Stakeholder engagement. Ugh. The words just sound inherently boring.
So how does a city convince its overworked, overscheduled residents to contribute to the planning process? Oakland is taking a unique tack as it works on its Downtown Specific Plan. In addition to more typical (and contentious) community meetings to discuss the plan, the city is collaborating on a Public Design Fair that turns the feedback process into all-ages playtime. The fair is taking place in Frank Ogawa Plaza. The public square is full of interactive design projects that encourage climbing, gaming, and general fun. And then, just when they least expect it, visitors may just find themselves offering their thoughts on what they like about Oakland and what they hope for its future.
Several coworkers and I visited the fair—which continues through Sunday—on our lunch break today. It was…remarkably fun. Not many of the activities had anything to do with planning, but they pulled visitors in and broke the ice. Here’s what it looked like:
Visitors got to write their vision for the future of Oakland on scrap wood and then stack them into a cityscape. Waaaay cooler than writing on a poster.

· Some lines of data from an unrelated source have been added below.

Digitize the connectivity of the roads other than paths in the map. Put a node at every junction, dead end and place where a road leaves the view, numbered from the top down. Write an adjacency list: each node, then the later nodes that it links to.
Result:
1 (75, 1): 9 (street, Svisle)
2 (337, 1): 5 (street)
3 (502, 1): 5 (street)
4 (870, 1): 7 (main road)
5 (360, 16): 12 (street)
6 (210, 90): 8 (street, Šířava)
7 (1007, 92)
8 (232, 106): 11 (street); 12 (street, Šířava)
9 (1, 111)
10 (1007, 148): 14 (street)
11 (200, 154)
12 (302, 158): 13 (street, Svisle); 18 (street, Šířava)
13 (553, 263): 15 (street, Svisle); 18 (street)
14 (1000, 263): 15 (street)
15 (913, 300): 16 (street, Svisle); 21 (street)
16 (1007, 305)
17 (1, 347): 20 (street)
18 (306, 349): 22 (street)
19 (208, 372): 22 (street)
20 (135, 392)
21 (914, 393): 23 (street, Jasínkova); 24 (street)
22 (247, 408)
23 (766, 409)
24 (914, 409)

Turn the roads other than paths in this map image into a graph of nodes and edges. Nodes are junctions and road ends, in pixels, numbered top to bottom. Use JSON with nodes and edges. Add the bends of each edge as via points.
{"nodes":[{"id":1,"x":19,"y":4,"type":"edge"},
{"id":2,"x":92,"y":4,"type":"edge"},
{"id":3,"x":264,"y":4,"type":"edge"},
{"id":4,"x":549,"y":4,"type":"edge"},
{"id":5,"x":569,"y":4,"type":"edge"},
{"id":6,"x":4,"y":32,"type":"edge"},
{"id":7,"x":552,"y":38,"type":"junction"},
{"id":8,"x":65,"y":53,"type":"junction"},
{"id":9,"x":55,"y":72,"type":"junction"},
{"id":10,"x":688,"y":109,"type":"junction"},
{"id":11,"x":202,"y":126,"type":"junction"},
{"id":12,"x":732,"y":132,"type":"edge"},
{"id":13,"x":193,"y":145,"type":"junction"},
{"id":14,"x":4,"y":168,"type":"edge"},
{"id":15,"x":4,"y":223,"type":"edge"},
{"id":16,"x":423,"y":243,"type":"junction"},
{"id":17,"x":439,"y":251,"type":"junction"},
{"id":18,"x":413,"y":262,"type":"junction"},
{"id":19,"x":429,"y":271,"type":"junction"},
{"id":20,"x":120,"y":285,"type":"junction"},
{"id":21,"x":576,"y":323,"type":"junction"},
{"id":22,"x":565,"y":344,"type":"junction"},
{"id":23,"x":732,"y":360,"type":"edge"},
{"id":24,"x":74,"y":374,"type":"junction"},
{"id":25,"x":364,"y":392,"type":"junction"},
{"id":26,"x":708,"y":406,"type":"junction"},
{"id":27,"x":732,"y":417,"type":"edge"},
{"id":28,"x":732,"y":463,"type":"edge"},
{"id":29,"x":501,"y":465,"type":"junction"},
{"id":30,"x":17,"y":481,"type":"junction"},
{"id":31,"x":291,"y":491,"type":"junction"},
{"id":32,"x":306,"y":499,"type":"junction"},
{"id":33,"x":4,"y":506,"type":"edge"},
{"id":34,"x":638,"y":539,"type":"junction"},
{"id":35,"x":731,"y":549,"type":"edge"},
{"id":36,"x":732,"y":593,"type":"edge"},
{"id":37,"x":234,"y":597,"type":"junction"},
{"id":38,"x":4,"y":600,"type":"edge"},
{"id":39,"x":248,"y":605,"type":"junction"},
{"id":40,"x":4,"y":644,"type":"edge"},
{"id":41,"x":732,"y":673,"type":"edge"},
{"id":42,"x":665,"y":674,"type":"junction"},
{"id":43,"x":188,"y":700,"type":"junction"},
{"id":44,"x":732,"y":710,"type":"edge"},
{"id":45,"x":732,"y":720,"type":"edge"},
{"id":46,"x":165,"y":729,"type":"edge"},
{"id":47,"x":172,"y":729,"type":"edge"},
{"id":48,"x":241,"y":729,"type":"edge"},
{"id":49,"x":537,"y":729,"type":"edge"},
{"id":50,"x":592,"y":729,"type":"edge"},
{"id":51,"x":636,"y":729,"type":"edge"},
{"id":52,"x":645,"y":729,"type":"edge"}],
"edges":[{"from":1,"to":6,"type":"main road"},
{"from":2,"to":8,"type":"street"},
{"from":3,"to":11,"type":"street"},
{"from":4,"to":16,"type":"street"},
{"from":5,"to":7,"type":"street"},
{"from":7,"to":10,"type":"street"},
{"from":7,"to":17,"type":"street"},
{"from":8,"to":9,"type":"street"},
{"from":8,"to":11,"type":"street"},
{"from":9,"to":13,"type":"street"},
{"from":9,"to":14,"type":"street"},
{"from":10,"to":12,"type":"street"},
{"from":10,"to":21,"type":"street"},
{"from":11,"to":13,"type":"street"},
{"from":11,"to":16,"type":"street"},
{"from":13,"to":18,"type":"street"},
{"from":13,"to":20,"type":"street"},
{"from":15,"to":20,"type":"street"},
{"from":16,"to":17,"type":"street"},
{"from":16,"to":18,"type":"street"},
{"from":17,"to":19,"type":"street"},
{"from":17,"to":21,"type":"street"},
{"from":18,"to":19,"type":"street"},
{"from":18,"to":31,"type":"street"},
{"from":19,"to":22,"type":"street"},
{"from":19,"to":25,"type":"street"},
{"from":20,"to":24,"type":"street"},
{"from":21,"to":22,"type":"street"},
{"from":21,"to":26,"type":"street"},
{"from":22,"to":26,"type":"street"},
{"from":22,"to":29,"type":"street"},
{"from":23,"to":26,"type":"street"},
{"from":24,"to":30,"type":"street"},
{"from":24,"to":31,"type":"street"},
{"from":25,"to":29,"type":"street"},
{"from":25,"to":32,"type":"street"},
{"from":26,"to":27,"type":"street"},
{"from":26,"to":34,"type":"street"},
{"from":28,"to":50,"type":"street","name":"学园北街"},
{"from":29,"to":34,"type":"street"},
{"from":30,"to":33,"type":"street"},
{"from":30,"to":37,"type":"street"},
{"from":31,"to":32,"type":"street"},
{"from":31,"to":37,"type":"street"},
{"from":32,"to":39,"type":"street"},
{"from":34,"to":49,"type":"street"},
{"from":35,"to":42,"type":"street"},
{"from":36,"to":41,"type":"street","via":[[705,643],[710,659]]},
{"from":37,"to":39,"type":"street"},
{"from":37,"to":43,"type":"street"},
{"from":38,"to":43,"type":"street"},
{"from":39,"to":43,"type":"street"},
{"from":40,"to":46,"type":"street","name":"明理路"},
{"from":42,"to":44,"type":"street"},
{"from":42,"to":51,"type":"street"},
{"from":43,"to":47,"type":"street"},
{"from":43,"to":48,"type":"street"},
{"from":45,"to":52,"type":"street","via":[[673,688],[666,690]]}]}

And here is some of the feedback generated today.
A board asked, “How do you want to play in Oakland?” and provided stickers–this is a planning exercise after all–to place next to your choice. One of the options was “Pedal Powered Pump Organ,” and you know I put my sticker in that box. This is the organ, presented by Oakland industrial arts school The Crucible.
Why it’s just like being in a giant, outdoor pediatrician’s office!
I don’t know what this thing is or how you were supposed to interact with it, but it sure looks cool.
Are grown adults supposed to climb on this thing? We weren’t sure, but we did anyway.
The Forum featured a bunch of games, including a huge mancala board and definitely not Twister™, as well as an outdoor living room designed to provide a comfortable space for visitors.
Another station where people are invited to write responses to prompts. It was still under construction.